- **YOUR TASK**
Every record must be restated exactly. Drop the images.

- **PROVIDED RECORDS**
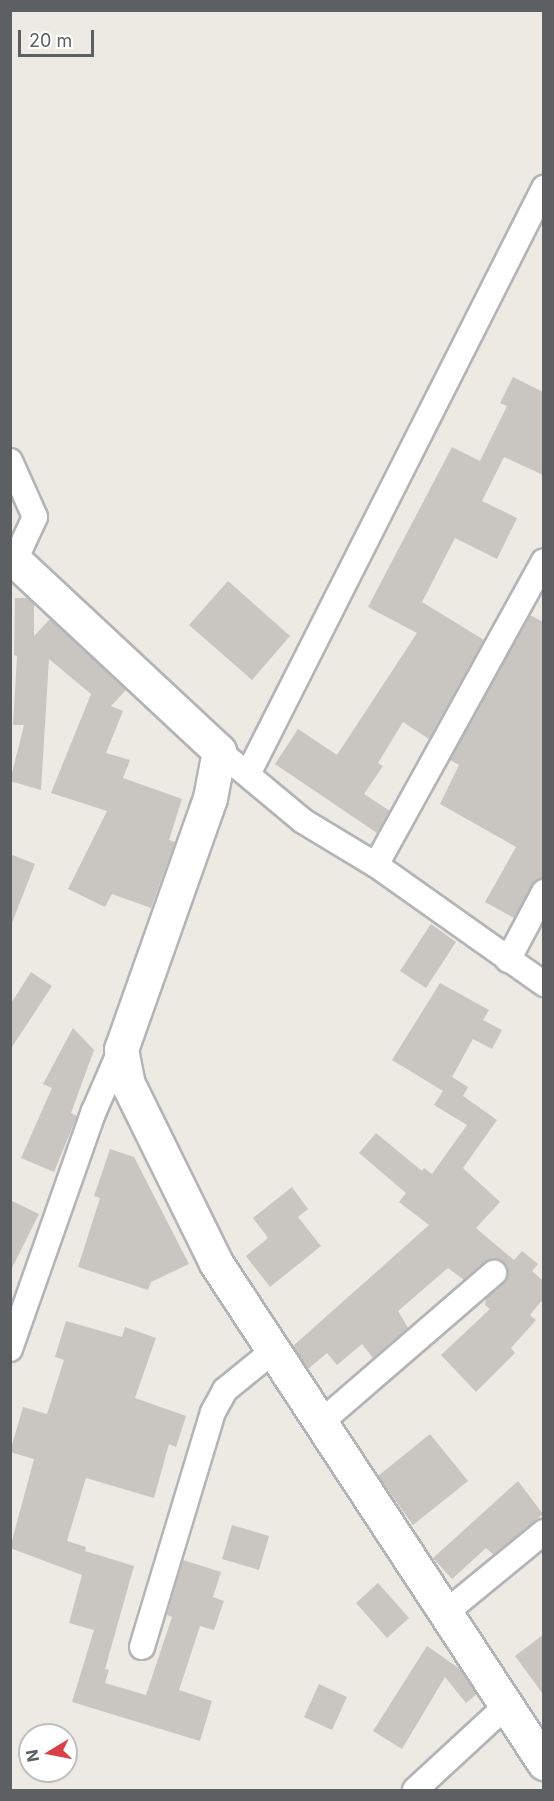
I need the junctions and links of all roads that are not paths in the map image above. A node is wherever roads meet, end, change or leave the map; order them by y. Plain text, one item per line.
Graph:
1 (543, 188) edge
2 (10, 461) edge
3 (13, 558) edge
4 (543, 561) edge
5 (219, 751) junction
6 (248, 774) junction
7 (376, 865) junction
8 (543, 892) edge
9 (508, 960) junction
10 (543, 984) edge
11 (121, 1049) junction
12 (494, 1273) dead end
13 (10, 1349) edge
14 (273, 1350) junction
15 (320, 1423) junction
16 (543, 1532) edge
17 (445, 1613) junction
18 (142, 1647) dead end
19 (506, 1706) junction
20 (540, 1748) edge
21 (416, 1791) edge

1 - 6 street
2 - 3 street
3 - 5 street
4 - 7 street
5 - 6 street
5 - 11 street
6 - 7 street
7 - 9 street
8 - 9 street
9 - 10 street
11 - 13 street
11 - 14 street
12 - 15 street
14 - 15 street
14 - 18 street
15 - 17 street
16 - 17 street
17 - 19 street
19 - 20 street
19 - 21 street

- **SOLUTION TO THE PROBLEM**
I need the junctions and links of all roads that are not paths in the map image above. A node is wherever roads meet, end, change or leave the map; order them by y. Plain text, one item per line.
Graph:
1 (543, 188) edge
2 (10, 461) edge
3 (13, 558) edge
4 (543, 561) edge
5 (219, 751) junction
6 (248, 774) junction
7 (376, 865) junction
8 (543, 892) edge
9 (508, 960) junction
10 (543, 984) edge
11 (121, 1049) junction
12 (494, 1273) dead end
13 (10, 1349) edge
14 (273, 1350) junction
15 (320, 1423) junction
16 (543, 1532) edge
17 (445, 1613) junction
18 (142, 1647) dead end
19 (506, 1706) junction
20 (540, 1748) edge
21 (416, 1791) edge

1 - 6 street
2 - 3 street
3 - 5 street
4 - 7 street
5 - 6 street
5 - 11 street
6 - 7 street
7 - 9 street
8 - 9 street
9 - 10 street
11 - 13 street
11 - 14 street
12 - 15 street
14 - 15 street
14 - 18 street
15 - 17 street
16 - 17 street
17 - 19 street
19 - 20 street
19 - 21 street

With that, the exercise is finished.